What is expected:
Hand back every line from the beginning of the data below through the line containing "const shape = rows", word for word and free of pictures.

Supplied data:
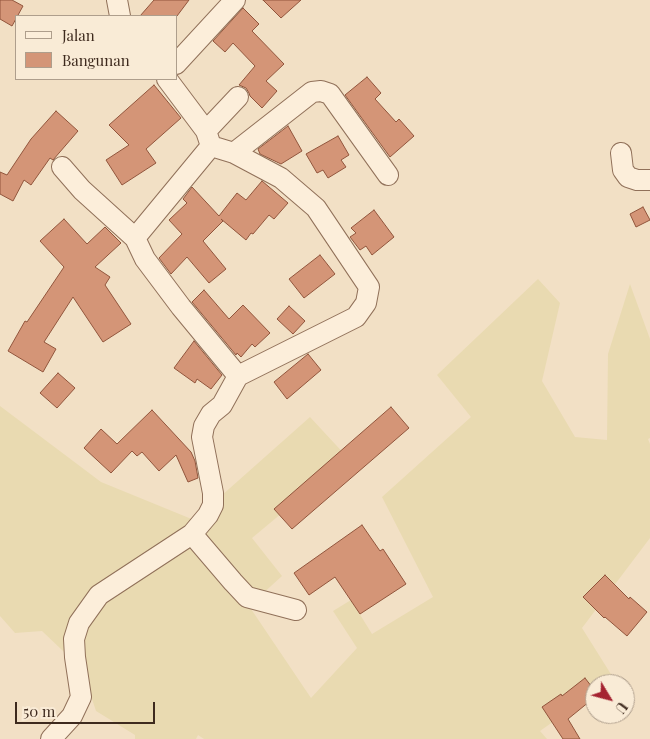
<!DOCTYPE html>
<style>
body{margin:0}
#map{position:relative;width:650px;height:739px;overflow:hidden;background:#f2e0c5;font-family:"Playfair Display",serif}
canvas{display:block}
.legend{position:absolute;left:15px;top:15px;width:162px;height:65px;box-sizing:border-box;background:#f9ebd6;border:1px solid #ae9e8c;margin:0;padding:6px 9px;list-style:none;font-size:15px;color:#3e2a1e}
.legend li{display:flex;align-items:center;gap:10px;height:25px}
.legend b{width:25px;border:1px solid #ae9e8c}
.north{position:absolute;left:585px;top:674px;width:50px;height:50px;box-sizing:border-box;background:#f9ebd6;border:1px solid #ae9e8c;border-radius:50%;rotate:127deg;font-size:14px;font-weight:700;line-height:20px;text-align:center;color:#3e2a1e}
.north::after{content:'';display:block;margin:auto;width:18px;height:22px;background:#a52331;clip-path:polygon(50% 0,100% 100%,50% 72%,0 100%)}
.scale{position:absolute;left:15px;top:702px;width:140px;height:22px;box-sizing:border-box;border:2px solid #3e2a1e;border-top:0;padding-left:6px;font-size:15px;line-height:18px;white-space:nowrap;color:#3e2a1e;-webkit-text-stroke:4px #f9ebd6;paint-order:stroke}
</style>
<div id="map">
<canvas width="650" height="739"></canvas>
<ul class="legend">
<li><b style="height:6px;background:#fceeda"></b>Jalan</li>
<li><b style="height:14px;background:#d49577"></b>Bangunan</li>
</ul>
<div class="north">U</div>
<div class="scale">50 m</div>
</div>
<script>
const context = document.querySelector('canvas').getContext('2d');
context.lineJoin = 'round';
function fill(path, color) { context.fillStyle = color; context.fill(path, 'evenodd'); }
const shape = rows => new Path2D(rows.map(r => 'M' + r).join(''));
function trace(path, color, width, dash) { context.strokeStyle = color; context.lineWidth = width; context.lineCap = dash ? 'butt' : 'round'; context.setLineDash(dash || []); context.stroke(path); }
fill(shape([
 [538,279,560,303,542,381,575,437,607,440,608,354,630,284,650,339,650,438,648,439,650,444,650,538,582,628,614,679,607,684,595,684,595,692,540,731,547,739,204,739,198,735,196,739,135,739,135,735,96,711,82,669,42,631,15,633,0,616,0,406,101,482,194,520,310,417,348,458,252,538,282,576,249,606,311,698,357,648,333,611,351,600,372,634,433,597,382,497,471,417,437,375]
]), '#e9dab1');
const building = shape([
 [0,0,12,0,23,6,12,26,0,19,0,0],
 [154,0,189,0,177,16,140,16,154,0],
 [263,0,301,0,281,18,263,0],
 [243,8,259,24,252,31,284,64,266,81,277,91,262,108,250,96,249,93,246,88,239,85,255,66,233,43,225,52,213,41,243,8],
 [367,77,381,93,375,99,396,122,399,119,414,136,390,157,345,95,367,77],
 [154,85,181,118,146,149,156,163,122,185,106,160,129,145,109,125,154,85],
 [56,111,78,131,53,160,50,158,31,185,24,180,13,201,0,194,0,172,7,175,31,139,56,111],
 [288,126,302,151,281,164,260,154,258,149,288,126],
 [338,136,349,155,341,160,346,167,328,178,323,170,317,173,306,154,338,136],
 [262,181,288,203,274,219,269,215,253,234,251,233,246,240,221,219,223,221,203,241,226,269,209,283,187,257,171,274,159,258,182,234,169,220,187,203,183,199,192,187,219,216,237,193,246,200,262,181],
 [643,207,650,220,636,227,630,214,643,207],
 [374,210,394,237,372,255,366,246,360,250,350,237,356,233,351,228,374,210],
 [64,219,87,244,105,227,121,243,95,267,110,277,105,285,131,324,103,342,73,297,44,342,56,349,43,372,8,351,25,321,27,322,64,267,40,241,64,219],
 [320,255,335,274,304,298,289,279,320,255],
 [204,290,229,319,243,305,270,333,255,347,252,344,241,357,237,353,236,355,192,302,204,290],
 [289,306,305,321,293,334,277,319,289,306],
 [194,341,222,375,211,389,197,379,195,383,174,368,194,341],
 [308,354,321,370,287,399,274,382,308,354],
 [58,373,75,388,57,408,40,393,58,373],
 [391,407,409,428,292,529,274,509,391,407],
 [152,410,191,452,195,461,198,478,188,482,176,455,159,471,142,452,137,456,132,451,111,473,84,448,101,429,117,444,152,410],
 [362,525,380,551,383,549,406,584,360,614,335,577,309,595,294,573,362,525],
 [605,575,629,599,630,597,647,612,627,636,605,617,604,618,583,597,605,575],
 [585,678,595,691,595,697,568,719,580,739,563,739,542,707,561,694,562,696,585,678]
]);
fill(building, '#d49577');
trace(building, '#91553c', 1);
const street = shape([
 [117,0,120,16],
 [176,64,235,0],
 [206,131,238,97],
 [211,146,234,153,281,178,316,208,369,287,366,303,356,317,238,376],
 [234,153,312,92,321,91,330,94,388,175],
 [621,153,623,170,628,177,637,180,650,180],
 [62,167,82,190,135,238],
 [192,534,233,582,247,597,296,610],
 [51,739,72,716,81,697,75,657,74,639,79,623,99,595,192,534,208,515,213,505,213,493,202,437,204,426,211,414,222,405,238,376,181,307,145,259,135,238,211,146,206,131,167,79]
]);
trace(street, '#907059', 22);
trace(street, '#fceeda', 20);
</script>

Answer below:
<!DOCTYPE html>
<style>
body{margin:0}
#map{position:relative;width:650px;height:739px;overflow:hidden;background:#f2e0c5;font-family:"Playfair Display",serif}
canvas{display:block}
.legend{position:absolute;left:15px;top:15px;width:162px;height:65px;box-sizing:border-box;background:#f9ebd6;border:1px solid #ae9e8c;margin:0;padding:6px 9px;list-style:none;font-size:15px;color:#3e2a1e}
.legend li{display:flex;align-items:center;gap:10px;height:25px}
.legend b{width:25px;border:1px solid #ae9e8c}
.north{position:absolute;left:585px;top:674px;width:50px;height:50px;box-sizing:border-box;background:#f9ebd6;border:1px solid #ae9e8c;border-radius:50%;rotate:127deg;font-size:14px;font-weight:700;line-height:20px;text-align:center;color:#3e2a1e}
.north::after{content:'';display:block;margin:auto;width:18px;height:22px;background:#a52331;clip-path:polygon(50% 0,100% 100%,50% 72%,0 100%)}
.scale{position:absolute;left:15px;top:702px;width:140px;height:22px;box-sizing:border-box;border:2px solid #3e2a1e;border-top:0;padding-left:6px;font-size:15px;line-height:18px;white-space:nowrap;color:#3e2a1e;-webkit-text-stroke:4px #f9ebd6;paint-order:stroke}
</style>
<div id="map">
<canvas width="650" height="739"></canvas>
<ul class="legend">
<li><b style="height:6px;background:#fceeda"></b>Jalan</li>
<li><b style="height:14px;background:#d49577"></b>Bangunan</li>
</ul>
<div class="north">U</div>
<div class="scale">50 m</div>
</div>
<script>
const context = document.querySelector('canvas').getContext('2d');
context.lineJoin = 'round';
function fill(path, color) { context.fillStyle = color; context.fill(path, 'evenodd'); }
const shape = rows => new Path2D(rows.map(r => 'M' + r).join(''));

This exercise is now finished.